Cassadaga is a small unincorporated community in Volusia County, Florida, United States. The community is home to the Southern Cassadaga Spiritualist Camp established by members of the Spiritualist movement. Both within and outside the Spiritualist Camp properties, the community is known for having many mediums and psychics, and has consequently been named the "Psychic Capital of the World".

== History ==
The Cassadaga Spiritualist Camp began circa 1875, when the Southern Cassadaga Spiritualist Camp Meeting Association was founded by George P. Colby from Pike, New York, a trance medium who traveled to many different states, giving readings and seances. He was well known and in his travels was referred to as the "seer of spiritualism." Colby attended summer Spiritualist Camp meetings at Lily Dale, New York, the town adjacent to Cassadaga, New York, which would lend its name to the Florida community.

Colby worked with several spirit guides who would give him knowledge.
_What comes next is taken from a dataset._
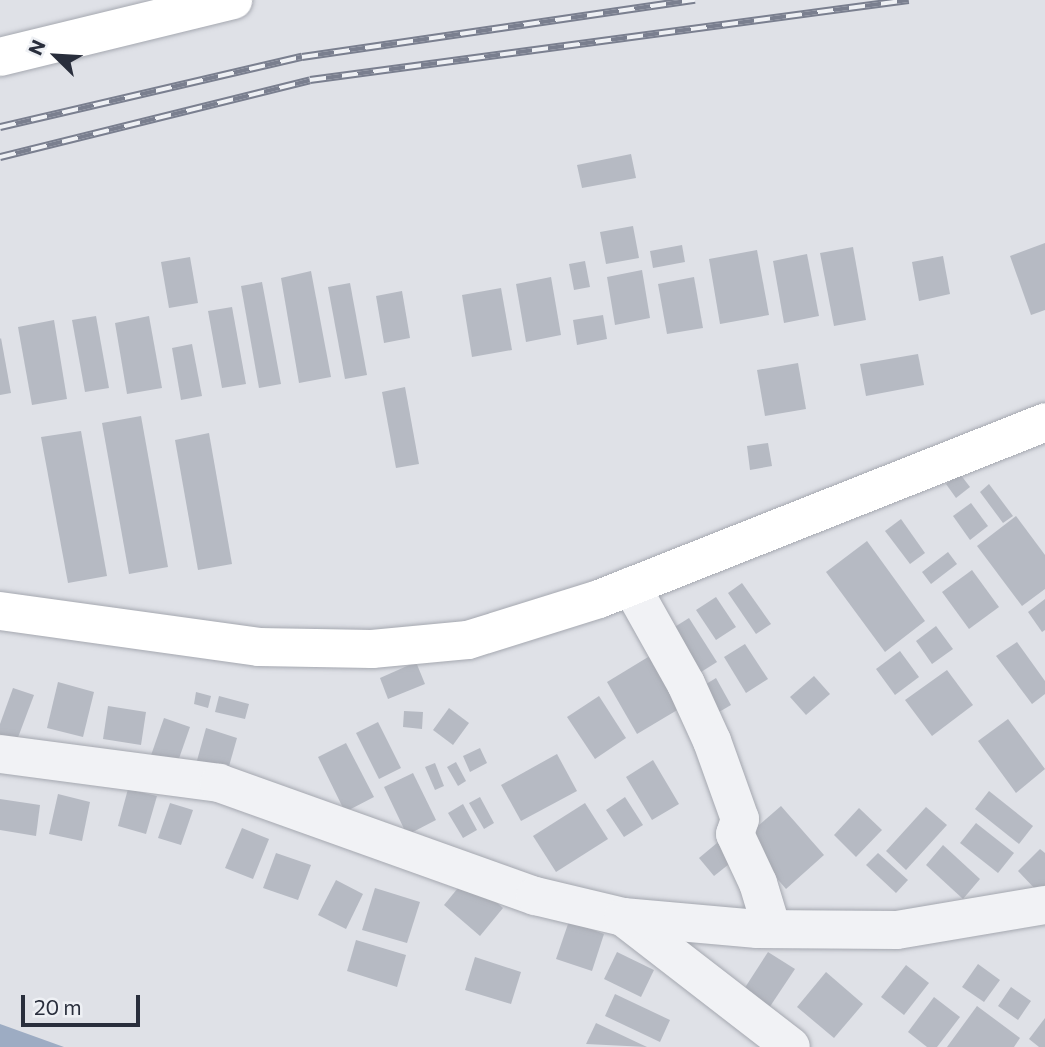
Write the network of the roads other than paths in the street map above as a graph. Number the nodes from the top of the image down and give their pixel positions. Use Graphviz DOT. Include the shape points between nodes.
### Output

One of his spirit guides was a Native American named Seneca, who had manifested to Colby during a seance in Lake Mills, Iowa. According to Colby, Seneca had instructed him to travel south to Florida, where he eventually arrived at a place called the Blue Springs Landing, near Orange City, Florida. According to Colby, the area that Seneca had led him to was the same area that Colby had seen during the seance in Iowa.

Colby had arrived in Florida in 1875, and on December 18, 1894, the charter was granted to form The Southern Cassadaga Spiritualist Camp Meeting Association. Later, on January 3, 1895, Colby had signed a warranty deed to the association for thirty-five acres. The people who came to the Spiritualist Camp in the early days of its formation were affluent and well educated. The association later received additional acreage that expanded the camp to the current fifty-seven acres.

==Cassadaga Camp today==
Today, the Camp features the Cassadaga Hotel, a central auditorium, The Colby Memorial Temple, a community library, the Caesar Forman Healing Center, a Camp bookstore, a welcome center, and the Andrew Jackson Davis Educational building, used for musical performances and gatherings. Nearby is Colby-Alderman Park.

The principles of spirituality that are taught by the people at Cassadaga state, "Spiritualism has no dogma or creed, just a simple set of nine principles to help guide our lives". According to the teachings of spiritualism, it is the "science, philosophy, and religion based upon the principle of continuous life". On March 14, 1991, the Southern Cassadaga Spiritualist Camp was declared a U.S. Historic District. The Cassadaga Spiritualist Camp is a federal tax-exempt church currently governed by a board of trustees.

== In popular culture ==
The 2007 album Cassadaga by the band Bright Eyes is named for Cassadaga. The album contains spiritual themes.